A friend and fellow baseball fan asked me recently why this year feels different. Even though my standard line to friends in previous seasons has been “this is the year”, this has been the first year in all of my years as a baseball fan that I mean it, feel it, believe it.
So what exactly is different?
Many things, and mainly, I believe there exists a deeper emotional connection. These are good guys, under an exceptionally great leader and coaching staff. Have you ever thought to yourself that you like some of the players on the team more than some of your own friends, and kind of meant it? My friend and fellow Dodgers blogger Andy swears she likes Clayton Kershaw more than her own husband, and there is a possibility that I’m single because no man would be better for me than Rich Hill.
But all kidding aside, there is still that emotional connection we have to these men who we often feel we spend more time with than our own people. And like many parents, I would imagine, feel about their own children, we only want what’s best for them, made so much easier when we know they’re good people, with leaders like Turner, Jansen and Utley emerging to join Kershaw as the emotional backbone of this team.
Baseball, on and off the field, has always been about the people and relationships for me. I’ve been fortunate enough to become closer to other Dodgers fans on Twitter, so this year the team’s experiences feel even more personal, sharing them with friends who have simultaneously been hanging on every pitch, every inning like I have. Like many others I’ve become acquainted with throughout Dodgers Nation, this season has seen a lot of ups and downs and changes in my personal life – changes that put real life in perspective but also make me appreciate that special “escape” of Dodgers baseball more than ever. Having this soft place to land has been a lifesaver in a lot of ways for many of us, and while a winning baseball season ultimately comes down to the team on the field, this team going all the way could feel sweeter than any other year because it feels like the culmination of years of loyalty and hope shown by its large, passionate fanbase. And for many of us, we may need this World Series win as much as we want it. Knowing we will share the joy and agony of postseason baseball together is comfort all on its own, and for that, I am grateful.
And of course, above all, the play on the field.

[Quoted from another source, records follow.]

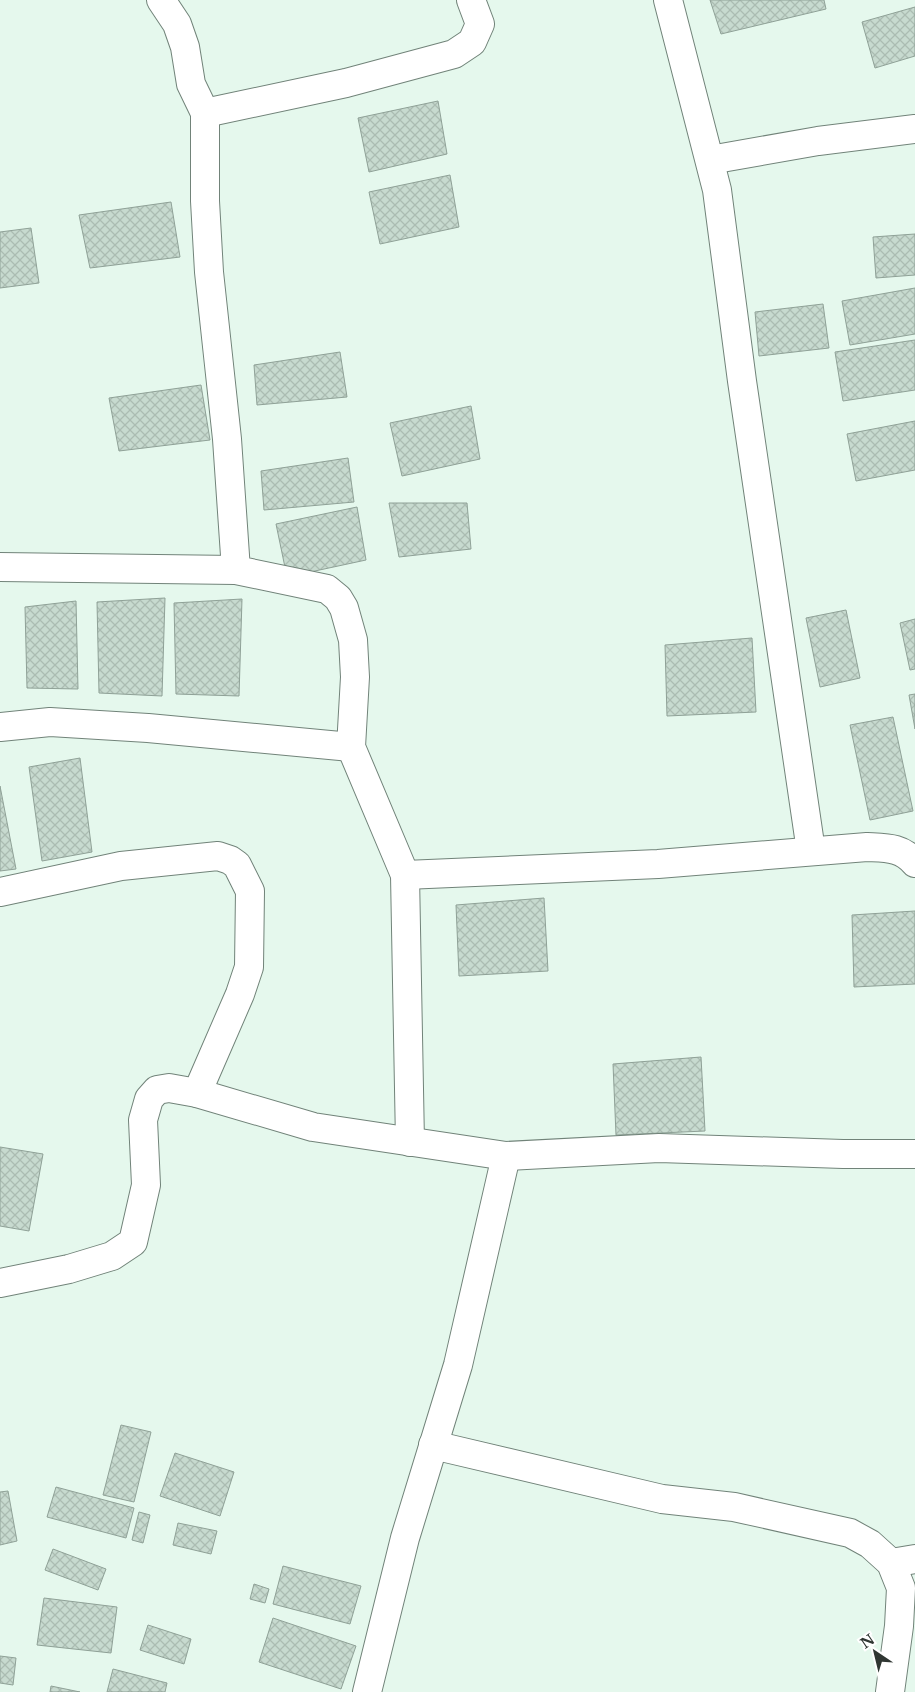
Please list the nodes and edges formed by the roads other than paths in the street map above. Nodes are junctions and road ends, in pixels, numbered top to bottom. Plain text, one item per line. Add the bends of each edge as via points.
1 (161, 0) edge
2 (471, 0) edge
3 (668, 0) edge
4 (205, 113) junction
5 (915, 129) edge
6 (710, 160) junction
7 (0, 567) edge
8 (236, 570) junction
9 (0, 727) edge
10 (351, 747) junction
11 (811, 851) junction
12 (915, 863) edge
13 (405, 875) junction
14 (0, 892) edge
15 (197, 1093) junction
16 (410, 1142) junction
17 (915, 1154) edge
18 (506, 1156) junction
19 (0, 1283) edge
20 (433, 1445) junction
21 (903, 1561) edge
22 (367, 1692) edge
23 (890, 1692) edge

1 - 4 street via 177,24 185,46 191,84
2 - 4 street via 480,24 472,42 454,54 346,83
3 - 6 street
4 - 8 street via 209,272 228,439
5 - 6 street via 818,141
6 - 11 street via 717,190 743,391
7 - 8 street
8 - 10 street via 327,589 338,598 353,640 355,677
9 - 10 street via 50,722
10 - 13 street
11 - 12 street via 894,848 910,856
11 - 13 street via 658,864
13 - 16 street
14 - 15 street via 122,866 218,856 237,865 250,891 248,967 240,994
15 - 16 street via 313,1127
15 - 19 street via 169,1088 157,1090 149,1099 143,1120 146,1185 133,1242 112,1256 69,1269
16 - 18 street
17 - 18 street via 659,1148
18 - 20 street via 458,1365
20 - 21 street via 662,1499 734,1506 850,1533
20 - 22 street via 405,1538
21 - 23 street

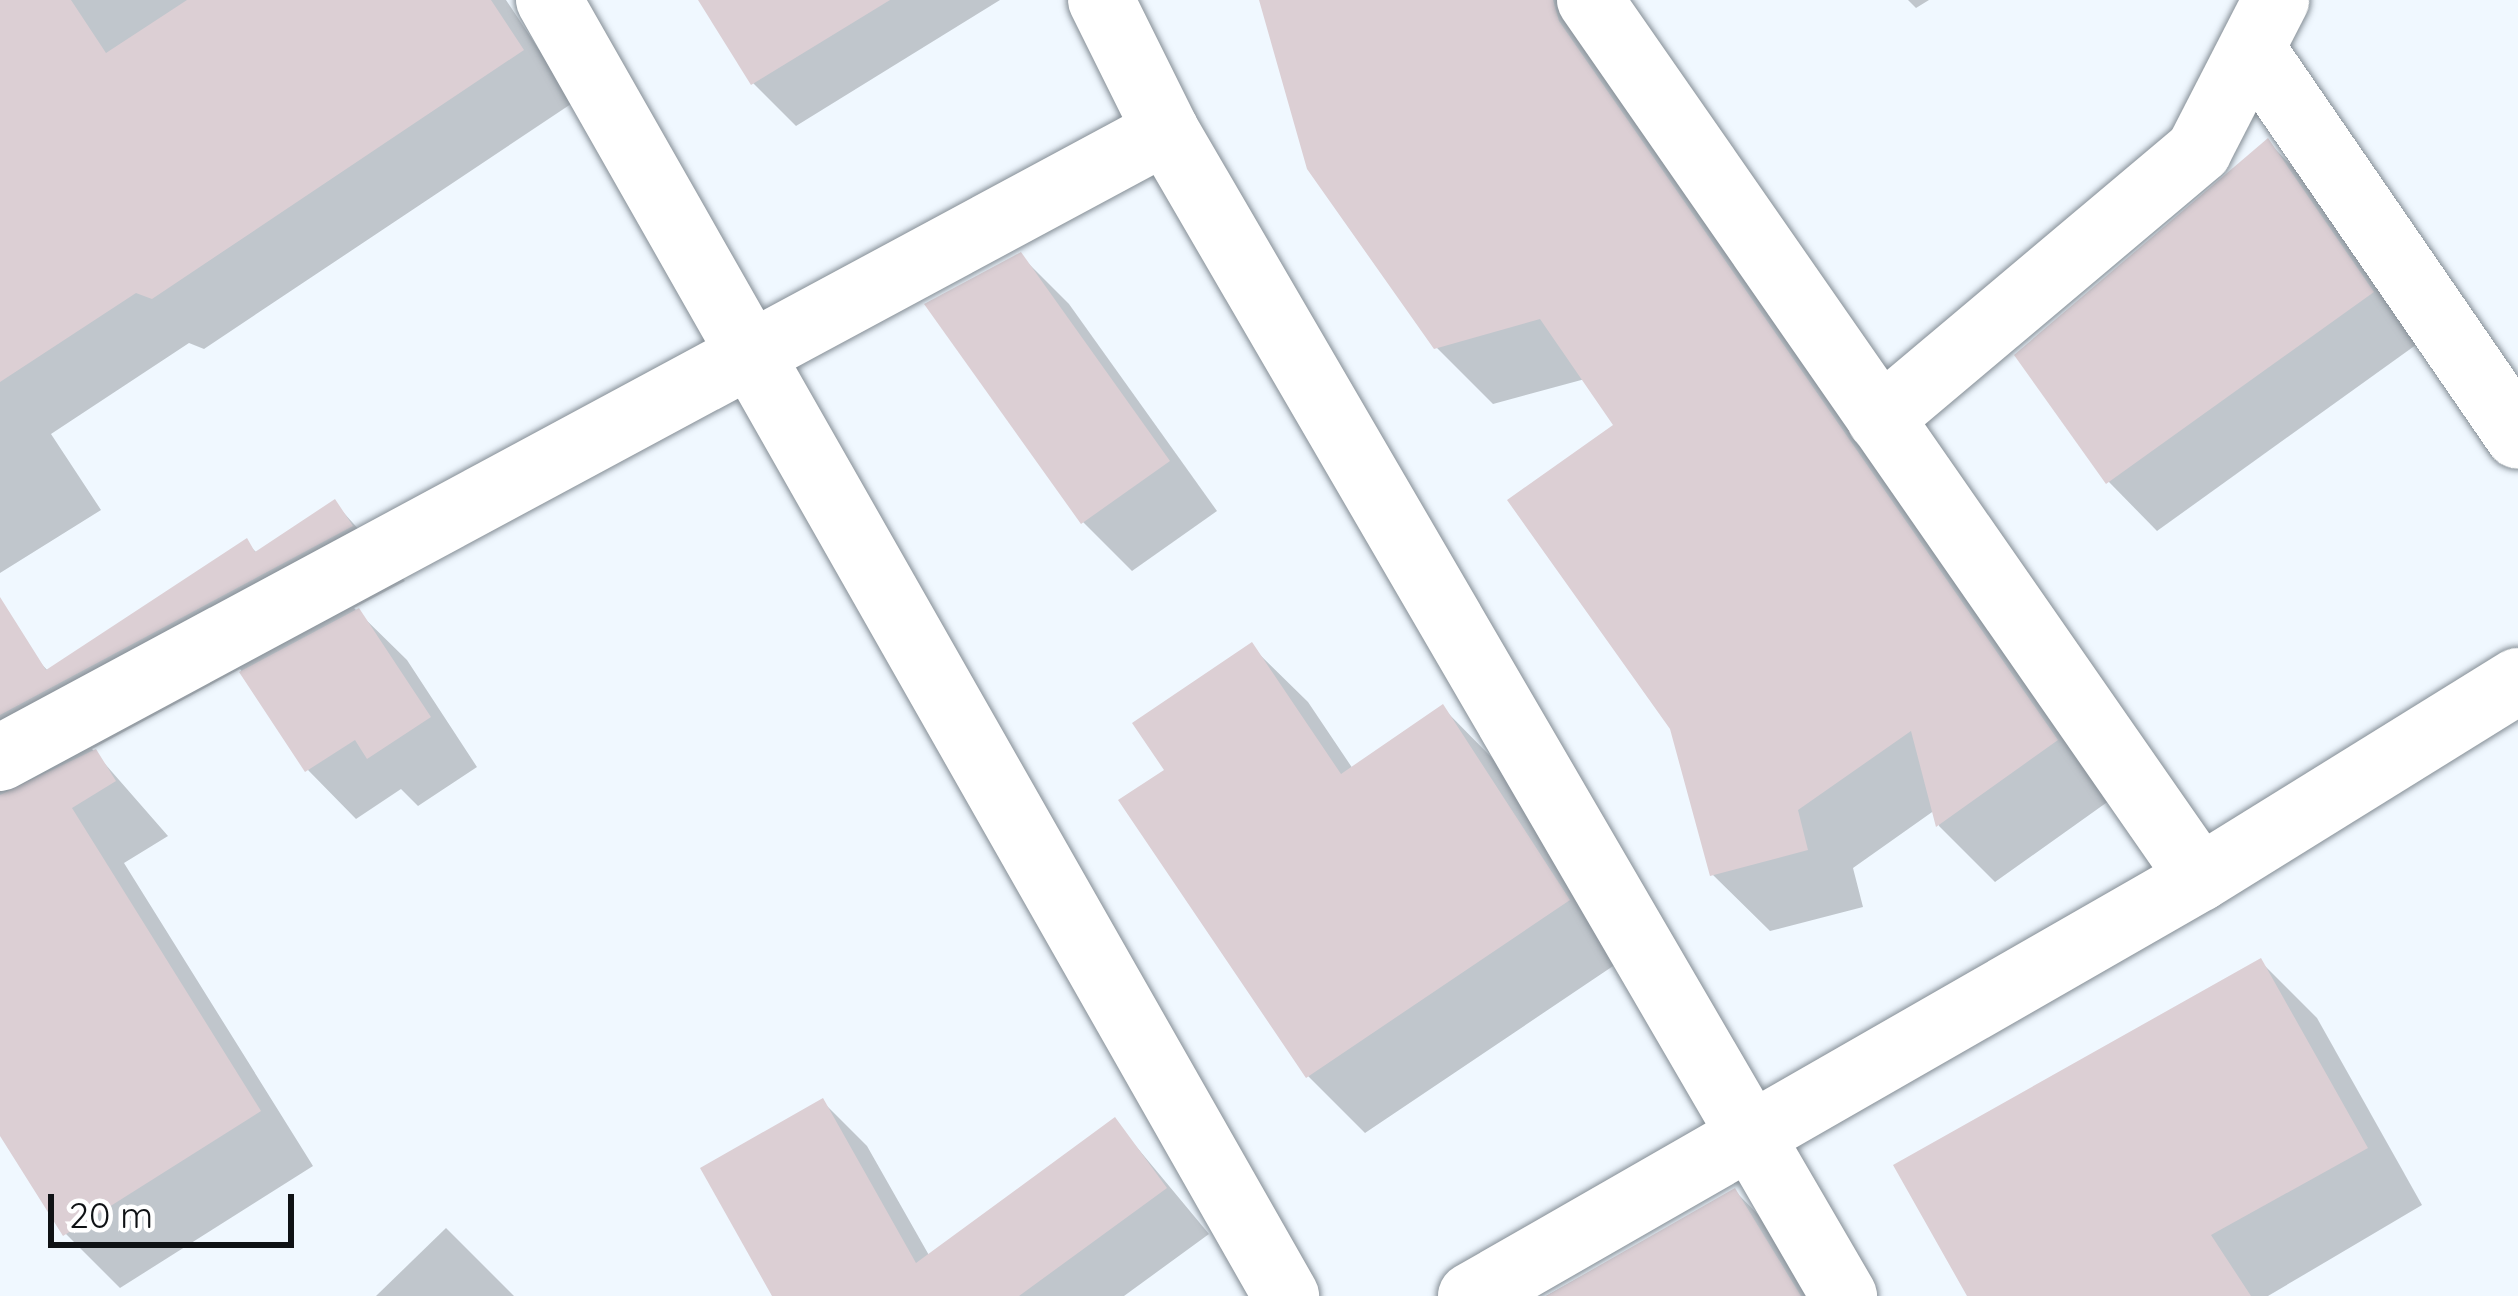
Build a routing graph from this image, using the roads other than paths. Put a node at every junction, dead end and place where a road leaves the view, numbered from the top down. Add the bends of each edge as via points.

The team won 104 games this year so has set expectations higher than they’ve ever been, and rightfully so. Going into the playoffs has never felt so hopeful before, mainly because of how they have played and shown us what they can do. Thinking back on the previous 3 postseasons, they each, of course, had some sliver hope attached to them, but like baseball seasons of my youth as an Expos fan, the other shoe always felt like it was inevitably about to drop.
2014 – The team had faltered down the stretch and sputtered into the playoffs, running on a Kershaw and a prayer, forcing him to have to go too far into games. The sight of him walking off the mound after giving up that 3-run HR to Matt Adams will forever be burned into my brain. The season ended in St. Louis with Carl Crawford at the plate and runners on base, but even if they had pulled out a win in Game 4 and Ethier hadn’t been picked off third late in the game, in hindsight it really didn’t feel like they had any hope in Game 5.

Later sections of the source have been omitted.